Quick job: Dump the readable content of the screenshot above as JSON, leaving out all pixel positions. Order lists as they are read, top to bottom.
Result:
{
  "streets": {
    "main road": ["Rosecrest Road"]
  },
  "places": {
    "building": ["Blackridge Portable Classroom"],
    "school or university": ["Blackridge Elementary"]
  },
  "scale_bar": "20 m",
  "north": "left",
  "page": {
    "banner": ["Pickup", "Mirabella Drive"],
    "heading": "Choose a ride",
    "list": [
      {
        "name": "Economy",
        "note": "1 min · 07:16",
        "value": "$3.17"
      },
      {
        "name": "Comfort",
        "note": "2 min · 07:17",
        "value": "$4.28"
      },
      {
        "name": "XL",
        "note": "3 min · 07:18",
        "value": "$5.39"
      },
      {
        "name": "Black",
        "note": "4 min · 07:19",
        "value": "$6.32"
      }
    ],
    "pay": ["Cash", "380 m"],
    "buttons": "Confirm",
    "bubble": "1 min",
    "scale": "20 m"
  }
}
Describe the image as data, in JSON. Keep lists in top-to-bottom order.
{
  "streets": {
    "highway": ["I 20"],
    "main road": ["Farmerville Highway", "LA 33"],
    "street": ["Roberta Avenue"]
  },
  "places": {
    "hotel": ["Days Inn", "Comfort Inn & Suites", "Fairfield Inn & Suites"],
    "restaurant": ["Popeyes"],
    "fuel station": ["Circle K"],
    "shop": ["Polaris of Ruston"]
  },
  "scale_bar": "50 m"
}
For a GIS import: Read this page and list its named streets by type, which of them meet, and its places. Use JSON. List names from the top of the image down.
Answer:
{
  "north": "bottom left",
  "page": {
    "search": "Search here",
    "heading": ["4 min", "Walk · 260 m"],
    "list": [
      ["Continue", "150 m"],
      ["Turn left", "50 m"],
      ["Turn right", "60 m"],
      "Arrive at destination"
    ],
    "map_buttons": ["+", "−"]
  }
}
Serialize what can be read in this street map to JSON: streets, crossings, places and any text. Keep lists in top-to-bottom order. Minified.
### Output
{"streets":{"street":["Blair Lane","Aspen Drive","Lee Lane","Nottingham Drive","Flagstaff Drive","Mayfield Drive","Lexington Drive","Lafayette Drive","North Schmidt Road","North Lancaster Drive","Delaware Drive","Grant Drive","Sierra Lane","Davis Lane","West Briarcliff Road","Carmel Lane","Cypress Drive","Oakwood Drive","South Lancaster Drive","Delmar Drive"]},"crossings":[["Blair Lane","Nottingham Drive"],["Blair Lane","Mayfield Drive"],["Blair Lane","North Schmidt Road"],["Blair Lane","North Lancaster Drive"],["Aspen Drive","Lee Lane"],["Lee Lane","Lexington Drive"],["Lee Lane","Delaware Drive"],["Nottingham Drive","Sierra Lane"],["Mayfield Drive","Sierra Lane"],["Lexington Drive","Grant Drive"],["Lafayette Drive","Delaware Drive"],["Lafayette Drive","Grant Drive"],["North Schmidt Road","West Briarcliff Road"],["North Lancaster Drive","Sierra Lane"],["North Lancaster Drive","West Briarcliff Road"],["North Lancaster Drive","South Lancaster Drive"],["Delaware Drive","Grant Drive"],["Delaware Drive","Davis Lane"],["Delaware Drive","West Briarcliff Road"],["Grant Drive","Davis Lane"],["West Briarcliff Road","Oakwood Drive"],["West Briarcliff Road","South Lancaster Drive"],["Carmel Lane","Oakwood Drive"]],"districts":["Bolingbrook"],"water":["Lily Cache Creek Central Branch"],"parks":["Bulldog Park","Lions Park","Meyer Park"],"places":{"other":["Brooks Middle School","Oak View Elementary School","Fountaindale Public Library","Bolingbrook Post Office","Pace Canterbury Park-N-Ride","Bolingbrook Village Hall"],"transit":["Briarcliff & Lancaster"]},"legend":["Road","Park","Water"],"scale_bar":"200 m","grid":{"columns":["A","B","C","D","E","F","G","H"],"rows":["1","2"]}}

Your instructions: Extract the data in full. Keep it word for word.

Written solution:
Quick job: Dump the readable content of the screenshot above as JSON, leaving out all pixel positions. Order lists as they are read, top to bottom.
Result:
{
  "streets": {
    "main road": ["Rosecrest Road"]
  },
  "places": {
    "building": ["Blackridge Portable Classroom"],
    "school or university": ["Blackridge Elementary"]
  },
  "scale_bar": "20 m",
  "north": "left",
  "page": {
    "banner": ["Pickup", "Mirabella Drive"],
    "heading": "Choose a ride",
    "list": [
      {
        "name": "Economy",
        "note": "1 min · 07:16",
        "value": "$3.17"
      },
      {
        "name": "Comfort",
        "note": "2 min · 07:17",
        "value": "$4.28"
      },
      {
        "name": "XL",
        "note": "3 min · 07:18",
        "value": "$5.39"
      },
      {
        "name": "Black",
        "note": "4 min · 07:19",
        "value": "$6.32"
      }
    ],
    "pay": ["Cash", "380 m"],
    "buttons": "Confirm",
    "bubble": "1 min",
    "scale": "20 m"
  }
}
Describe the image as data, in JSON. Keep lists in top-to-bottom order.
{
  "streets": {
    "highway": ["I 20"],
    "main road": ["Farmerville Highway", "LA 33"],
    "street": ["Roberta Avenue"]
  },
  "places": {
    "hotel": ["Days Inn", "Comfort Inn & Suites", "Fairfield Inn & Suites"],
    "restaurant": ["Popeyes"],
    "fuel station": ["Circle K"],
    "shop": ["Polaris of Ruston"]
  },
  "scale_bar": "50 m"
}
For a GIS import: Read this page and list its named streets by type, which of them meet, and its places. Use JSON. List names from the top of the image down.
Answer:
{
  "north": "bottom left",
  "page": {
    "search": "Search here",
    "heading": ["4 min", "Walk · 260 m"],
    "list": [
      ["Continue", "150 m"],
      ["Turn left", "50 m"],
      ["Turn right", "60 m"],
      "Arrive at destination"
    ],
    "map_buttons": ["+", "−"]
  }
}
Serialize what can be read in this street map to JSON: streets, crossings, places and any text. Keep lists in top-to-bottom order. Minified.
### Output
{"streets":{"street":["Blair Lane","Aspen Drive","Lee Lane","Nottingham Drive","Flagstaff Drive","Mayfield Drive","Lexington Drive","Lafayette Drive","North Schmidt Road","North Lancaster Drive","Delaware Drive","Grant Drive","Sierra Lane","Davis Lane","West Briarcliff Road","Carmel Lane","Cypress Drive","Oakwood Drive","South Lancaster Drive","Delmar Drive"]},"crossings":[["Blair Lane","Nottingham Drive"],["Blair Lane","Mayfield Drive"],["Blair Lane","North Schmidt Road"],["Blair Lane","North Lancaster Drive"],["Aspen Drive","Lee Lane"],["Lee Lane","Lexington Drive"],["Lee Lane","Delaware Drive"],["Nottingham Drive","Sierra Lane"],["Mayfield Drive","Sierra Lane"],["Lexington Drive","Grant Drive"],["Lafayette Drive","Delaware Drive"],["Lafayette Drive","Grant Drive"],["North Schmidt Road","West Briarcliff Road"],["North Lancaster Drive","Sierra Lane"],["North Lancaster Drive","West Briarcliff Road"],["North Lancaster Drive","South Lancaster Drive"],["Delaware Drive","Grant Drive"],["Delaware Drive","Davis Lane"],["Delaware Drive","West Briarcliff Road"],["Grant Drive","Davis Lane"],["West Briarcliff Road","Oakwood Drive"],["West Briarcliff Road","South Lancaster Drive"],["Carmel Lane","Oakwood Drive"]],"districts":["Bolingbrook"],"water":["Lily Cache Creek Central Branch"],"parks":["Bulldog Park","Lions Park","Meyer Park"],"places":{"other":["Brooks Middle School","Oak View Elementary School","Fountaindale Public Library","Bolingbrook Post Office","Pace Canterbury Park-N-Ride","Bolingbrook Village Hall"],"transit":["Briarcliff & Lancaster"]},"legend":["Road","Park","Water"],"scale_bar":"200 m","grid":{"columns":["A","B","C","D","E","F","G","H"],"rows":["1","2"]}}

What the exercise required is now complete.